J'ai traversé la cour entre les deux rangées d'établis logés contre les vitres sur la longueur des ateliers.

Un apprenti qui avait entendu la scène avait porté la nouvelle de ma déconfiture.

C'était triste de passer sous le feu de cette pitié!

Mon intelligence - mon éducation!

Comment devient-on bête? Comment oublie-t-on ce qu'on a appris? Que quelqu'un me le dise bien vite!
Criez-le-moi, vous qui n'avez pas fait vos classes et qui gagnez le pain quotidien!

30. Sous l'Odéon

Je n'ai pas vu un seul de mes anciens camarades depuis que je cours après les places de commerce. Ils ne
pourraient m'aider à rien.

Puis ils me blagueraient!

«Vingtras qui se fait calicot!»

J'ai couru après Legrand.

«Notre vie isolée est bien triste. Veux-tu que nous restions ensemble?»

Il a sauté sur l'idée.

C'est entendu, nous n'aurons qu'un toit, nous n'aurons qu'un feu et qu'une chandelle. Ce sera moins cher,
puis on se serrera contre la famine. Et nous avons loué rue de l'École-de-Médecine une chambre meublée

à deux lits.

C'est sombre, c'est triste, ça donne sur un mur plein de lézardes, noir de suie, vieux, pourri. C'est
au-dessus d'une cour où un loup se suiciderait.

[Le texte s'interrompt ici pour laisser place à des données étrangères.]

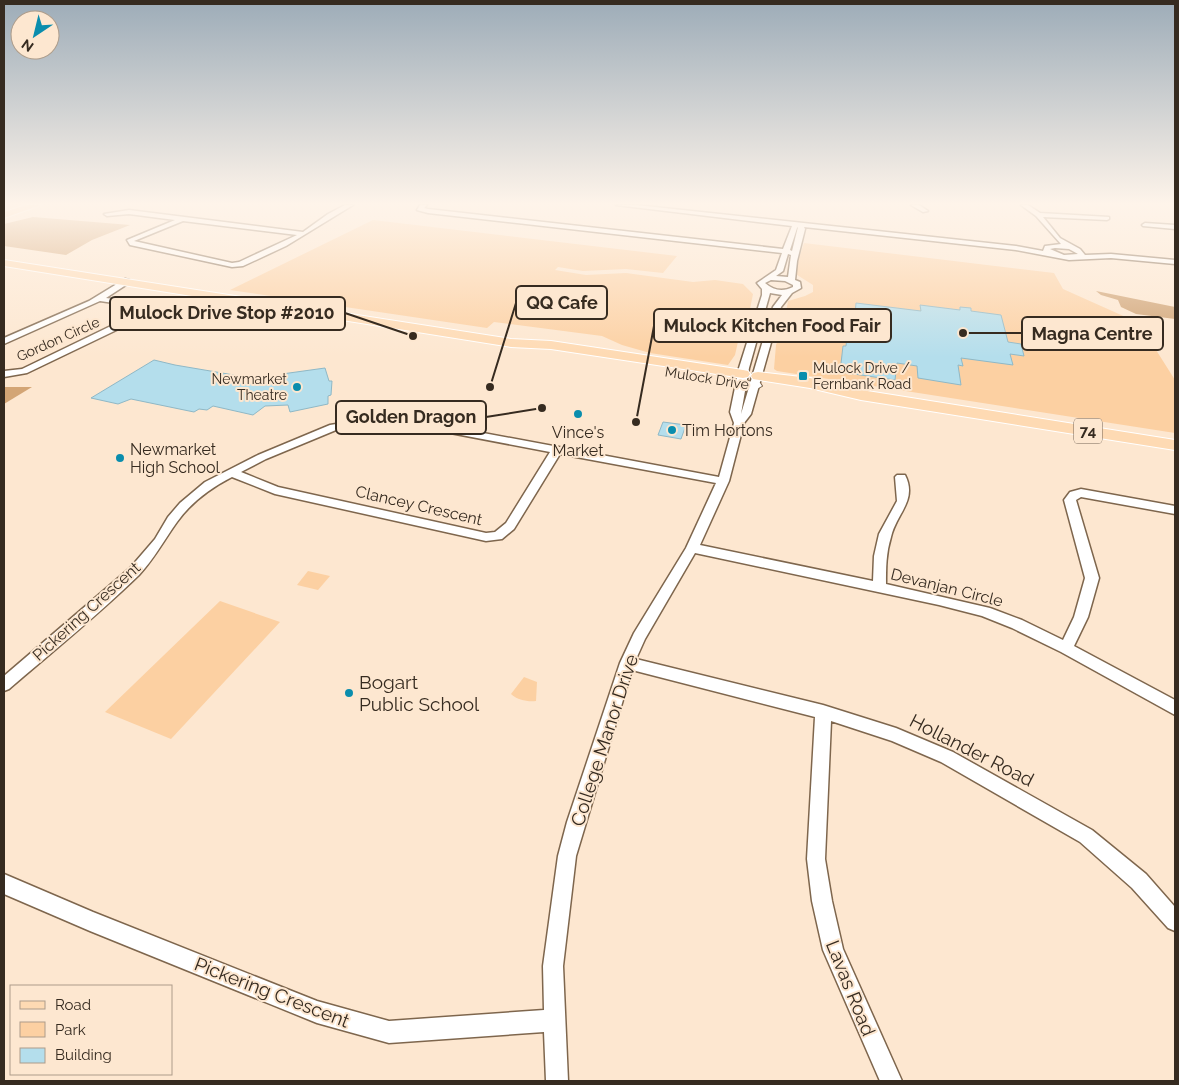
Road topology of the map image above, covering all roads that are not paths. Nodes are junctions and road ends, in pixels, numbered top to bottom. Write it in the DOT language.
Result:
graph roads {
  1 [pos="187,256"];
  2 [pos="258,256"];
  3 [pos="785,256"];
  4 [pos="796,256"];
  5 [pos="1057,256"];
  6 [pos="1110,256"];
  7 [pos="1080,257"];
  8 [pos="1175,262"];
  9 [pos="4,263"];
  10 [pos="771,278"];
  11 [pos="791,280"];
  12 [pos="128,282"];
  13 [pos="766,288"];
  14 [pos="790,292"];
  15 [pos="99,299"];
  16 [pos="4,341"];
  17 [pos="4,374"];
  18 [pos="750,380"];
  19 [pos="1175,445"];
  20 [pos="558,449"];
  21 [pos="231,472"];
  22 [pos="901,477"];
  23 [pos="723,480"];
  24 [pos="1175,510"];
  25 [pos="692,548"];
  26 [pos="879,588"];
  27 [pos="1066,648"];
  28 [pos="627,663"];
  29 [pos="4,685"];
  30 [pos="1175,708"];
  31 [pos="823,712"];
  32 [pos="4,884"];
  33 [pos="1175,921"];
  34 [pos="555,1020"];
  35 [pos="557,1081"];
  36 [pos="891,1081"];
  1 -- 2 [label="street"];
  3 -- 10 [label="street"];
  4 -- 11 [label="street"];
  5 -- 7 [label="street"];
  6 -- 7 [label="street"];
  6 -- 8 [label="street"];
  9 -- 12 [label="main road, Mulock Drive / 74"];
  10 -- 11 [label="street"];
  10 -- 13 [label="street"];
  11 -- 14 [label="street"];
  12 -- 15 [label="street, Gordon Circle"];
  12 -- 18 [label="main road, Mulock Drive / 74"];
  13 -- 14 [label="street"];
  13 -- 18 [label="street"];
  14 -- 18 [label="street"];
  15 -- 16 [label="street, Gordon Circle"];
  15 -- 17 [label="street, Gordon Circle"];
  18 -- 19 [label="main road, Mulock Drive / 74"];
  18 -- 23 [label="street, College Manor Drive"];
  20 -- 21 [label="street, Pickering Crescent"];
  20 -- 21 [label="street, Clancey Crescent"];
  20 -- 23 [label="street, Pickering Crescent"];
  21 -- 29 [label="street, Pickering Crescent"];
  22 -- 26 [label="street"];
  23 -- 25 [label="street, College Manor Drive"];
  24 -- 27 [label="street"];
  25 -- 26 [label="street, Devanjan Circle"];
  25 -- 28 [label="street, College Manor Drive"];
  26 -- 27 [label="street, Devanjan Circle"];
  27 -- 30 [label="street, Devanjan Circle"];
  28 -- 31 [label="street, Hollander Road"];
  28 -- 34 [label="street, College Manor Drive"];
  31 -- 33 [label="street, Hollander Road"];
  31 -- 36 [label="street, Lavas Road"];
  32 -- 34 [label="street, Pickering Crescent"];
  34 -- 35 [label="street, College Manor Drive"];
}
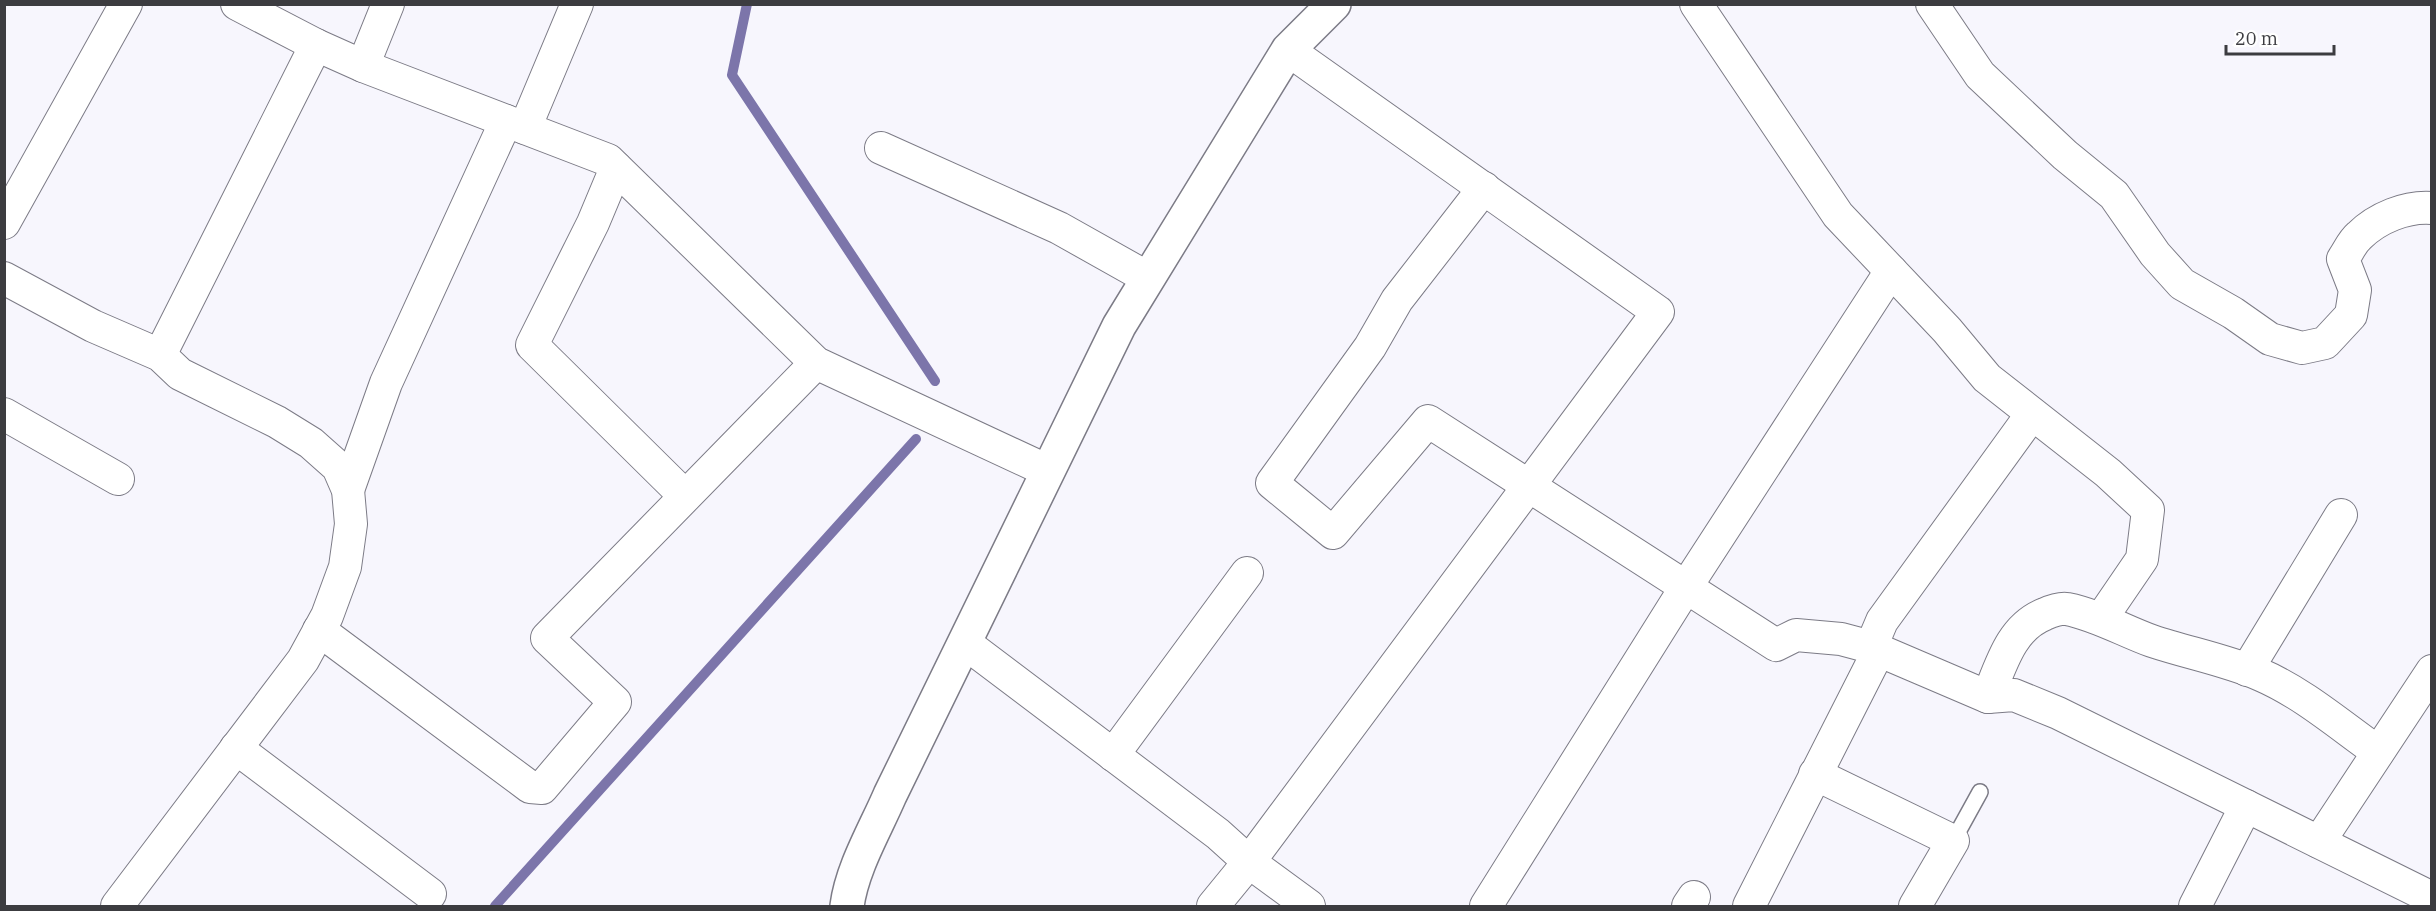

Nous vivons comme des héros, nous menons une existence de puritains; nous ne sommes pas allés au
café trois fois en six mois, mais nous n'avons pas non plus fait un pas, placé une ligne, pas gagné dix

sous à nous deux! Nous avons lu quelques livres loués dans un cabinet de lecture à trois francs par mois.

On ne nous a pas demandé de dépôt, parce qu'on nous a vus depuis une éternité dans le quartier.

«Je vous connais bien de dessous l'Odéon», adit mademoiselle Boudin, qui tient le cabinet de la
rue Casimir-Delavigne.

On peut nous connaître! L'Odéon, c'est notre club et notre asile! on a l'air d'hommes de lettres à
bouquiner par là, et on est en même temps à l'abri de la pluie. Nous y venons quand nous sommes las du

silence ou de l'odeur de notre taudis!

Je me suis bien promené dans ces couloirs de pierre la valeur de quatre années pleines; j'ai certainement
fait, si l'on compte les pas, en allant et en revenant, au moins trois fois le tour du monde. On peut

additionner, du reste.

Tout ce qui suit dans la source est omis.